Time for Some Real Hope and Change in the US Life Sciences Industry
Posted on Fri, Nov 05, 2010 @ 02:54 PM
The recent election results, the proceedings at Biotech 2010, and 
a blog by Matt Herper about the decline of US competitiveness in biotechnology got me thinking: it is time for some real hope and change in the US life sciences industry.
We all want our industry to be on the cutting edge of innovation and global leadership. But let's face it: recently the news has not been good for pharmaceutical, biotechnology and medical technology companies. Between the huge number of job cuts, proposed modifications to the 510(k) regulatory pathway for medical techologies, and the continuous decline in the number of new drugs being approved by FDA annually, one could easily become pessimistic about where the industry is going in this country. Add to all this recent comments from Dennis Gillings, the founder and chief executive of Quintiles Transnational, a major life sciences outsourcing firm. Matt Herper reports in his blog that, according to Gillings, the US is at risk of losing its position as a biotechnology leader to China.

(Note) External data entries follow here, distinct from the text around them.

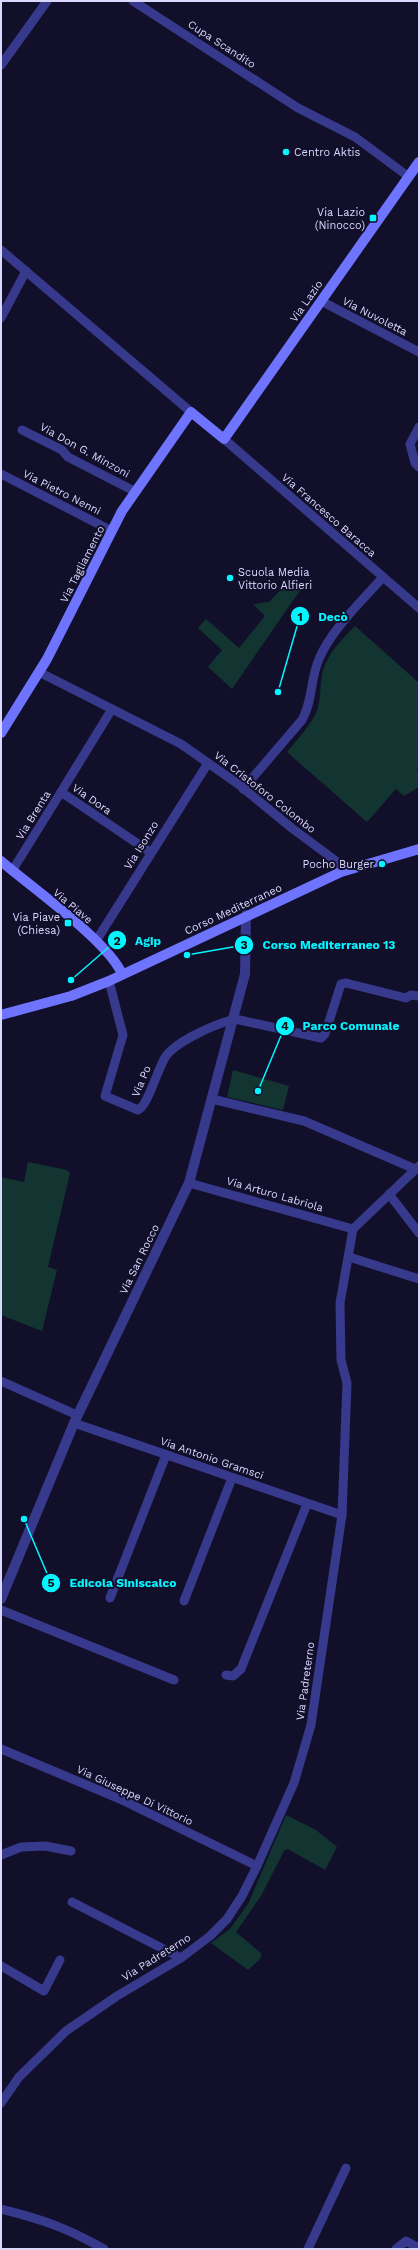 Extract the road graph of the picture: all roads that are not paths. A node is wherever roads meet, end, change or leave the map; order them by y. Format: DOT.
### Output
graph roads {
  1 [pos="47,1"];
  2 [pos="133,1"];
  3 [pos="1,65"];
  4 [pos="298,108"];
  5 [pos="415,170"];
  6 [pos="1,250"];
  7 [pos="26,271"];
  8 [pos="321,301"];
  9 [pos="1,318"];
  10 [pos="419,352"];
  11 [pos="191,412"];
  12 [pos="419,427"];
  13 [pos="22,430"];
  14 [pos="224,439"];
  15 [pos="419,467"];
  16 [pos="1,474"];
  17 [pos="136,492"];
  18 [pos="112,531"];
  19 [pos="383,577"];
  20 [pos="419,608"];
  21 [pos="39,672"];
  22 [pos="112,710"];
  23 [pos="1,733"];
  24 [pos="208,763"];
  25 [pos="243,789"];
  26 [pos="61,792"];
  27 [pos="419,849"];
  28 [pos="150,852"];
  29 [pos="1,861"];
  30 [pos="12,871"];
  31 [pos="341,872"];
  32 [pos="246,915"];
  33 [pos="96,941"];
  34 [pos="122,974"];
  35 [pos="109,981"];
  36 [pos="419,996"];
  37 [pos="1,1014"];
  38 [pos="234,1018"];
  39 [pos="212,1099"];
  40 [pos="417,1168"];
  41 [pos="189,1183"];
  42 [pos="389,1194"];
  43 [pos="354,1229"];
  44 [pos="419,1233"];
  45 [pos="349,1257"];
  46 [pos="419,1279"];
  47 [pos="1,1381"];
  48 [pos="75,1419"];
  49 [pos="166,1456"];
  50 [pos="232,1478"];
  51 [pos="307,1504"];
  52 [pos="342,1515"];
  53 [pos="110,1598"];
  54 [pos="1,1599"];
  55 [pos="184,1600"];
  56 [pos="1,1610"];
  57 [pos="226,1675"];
  58 [pos="174,1680"];
  59 [pos="1,1749"];
  60 [pos="71,1851"];
  61 [pos="1,1854"];
  62 [pos="257,1866"];
  63 [pos="72,1902"];
  64 [pos="181,1958"];
  65 [pos="60,1960"];
  66 [pos="1,1966"];
  67 [pos="1,2103"];
  68 [pos="346,2168"];
  69 [pos="1,2209"];
  70 [pos="419,2248"];
  71 [pos="104,2249"];
  72 [pos="308,2249"];
  73 [pos="396,2249"];
  1 -- 3 [label="street"];
  2 -- 4 [label="street, Cupa Scandito"];
  4 -- 5 [label="street, Via Lazio"];
  5 -- 8 [label="main road, Via Lazio"];
  6 -- 7 [label="street"];
  7 -- 9 [label="street"];
  7 -- 11 [label="street"];
  8 -- 10 [label="street, Via Nuvoletta"];
  8 -- 14 [label="main road, Via Lazio"];
  11 -- 14 [label="main road"];
  11 -- 17 [label="main road, Via Tagliamento"];
  12 -- 15 [label="street"];
  13 -- 17 [label="street, Via Don G. Minzoni"];
  14 -- 19 [label="street, Via Francesco Baracca"];
  16 -- 18 [label="street, Via Pietro Nenni"];
  17 -- 18 [label="main road, Via Tagliamento"];
  18 -- 21 [label="main road, Via Tagliamento"];
  19 -- 20 [label="street, Via Francesco Baracca"];
  19 -- 25 [label="street"];
  21 -- 22 [label="street, Via Cristoforo Colombo"];
  21 -- 23 [label="main road, Via Tagliamento"];
  22 -- 24 [label="street, Via Cristoforo Colombo"];
  22 -- 26 [label="street, Via Dora"];
  24 -- 25 [label="street, Via Cristoforo Colombo"];
  24 -- 28 [label="street, Via Isonzo"];
  25 -- 31 [label="street, Via Cristoforo Colombo"];
  26 -- 28 [label="street, Via Dora"];
  26 -- 30 [label="street, Via Brenta"];
  27 -- 31 [label="main road, Corso Mediterraneo"];
  28 -- 33 [label="street, Via Isonzo"];
  29 -- 30 [label="main road, Via Piave"];
  30 -- 33 [label="main road, Via Piave"];
  31 -- 32 [label="main road, Corso Mediterraneo"];
  32 -- 34 [label="main road, Corso Mediterraneo"];
  32 -- 38 [label="street, Via San Rocco"];
  33 -- 34 [label="main road, Via Piave"];
  34 -- 35 [label="main road, Corso Mediterraneo"];
  35 -- 37 [label="main road, Corso Mediterraneo"];
  35 -- 38 [label="street, Via Po"];
  36 -- 38 [label="street"];
  38 -- 39 [label="street, Via San Rocco"];
  39 -- 40 [label="street"];
  39 -- 41 [label="street, Via San Rocco"];
  40 -- 42 [label="street"];
  41 -- 43 [label="street, Via Arturo Labriola"];
  41 -- 48 [label="street, Via San Rocco"];
  42 -- 43 [label="street"];
  42 -- 44 [label="street"];
  43 -- 45 [label="street, Via Padreterno"];
  45 -- 46 [label="street"];
  45 -- 52 [label="street, Via Padreterno"];
  47 -- 48 [label="street, Via Antonio Gramsci"];
  48 -- 49 [label="street, Via Antonio Gramsci"];
  48 -- 54 [label="street, Via San Rocco"];
  49 -- 50 [label="street, Via Antonio Gramsci"];
  49 -- 53 [label="street"];
  50 -- 51 [label="street, Via Antonio Gramsci"];
  50 -- 55 [label="street"];
  51 -- 52 [label="street, Via Antonio Gramsci"];
  51 -- 57 [label="street"];
  52 -- 62 [label="street, Via Padreterno"];
  56 -- 58 [label="street"];
  59 -- 62 [label="street, Via Giuseppe Di Vittorio"];
  60 -- 61 [label="street"];
  62 -- 64 [label="street, Via Padreterno"];
  63 -- 64 [label="street"];
  64 -- 67 [label="street, Via Padreterno"];
  65 -- 66 [label="street"];
  68 -- 72 [label="street"];
  69 -- 71 [label="street"];
  70 -- 73 [label="street"];
}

All of this gets me thinking about the divisive dynamics in our political environment and our regulatory environment. And the fact that the current dynamic helps no one.
As a result of the recent election, the president must now work with Republicans if he has any hope of getting things done, and Republicans must also work with the president because they now are in a position where they have to legislate, and be seen to be getting things done in Washington by those who voted for them.
As far as the life sciences industry is concerned, I don't think it would surprise anybody that the decline in new drug approvals in the US has much to do with the FDA's increasing demands on industry to provide drugs and medical technologies with little or no safety risks. Guess what? There is no such thing as a safe drug, and all medical technologies have a certain degree of risk. No matter how stringent our regulatory process becomes, these are facts that will never change.
Now don't get me wrong. The FDA plays an essential role in protecting the health of the American people, and it should continue to do so. But I think that there is a tipping point at which pedantry overwhelms common sense and begins stifling innovation. And innovation is what built the life sciences industry in the United States.
It seems that every industry event I attend these days, and in a number of articles that I'm reading about the life sciences industry, I hear that companies are increasing their focus in ex-US markets to commercialize their products and grow their businesses.
When multiple industry experts lament the decline of a US life sciences industry that at least for now remains the envy of the world, I think it may be time for a less confrontational approach between regulatory authorities and industry. I believe that both industry and our regulatory authorities have an interest in delivering relatively safe, innovative and effective treatments, and protecting the global leadership position of the US in life sciences. This can only happen if we all recognize that our global leadership position is worth preserving, and that everybody, from both government and industry, needs to work together to change the status quo.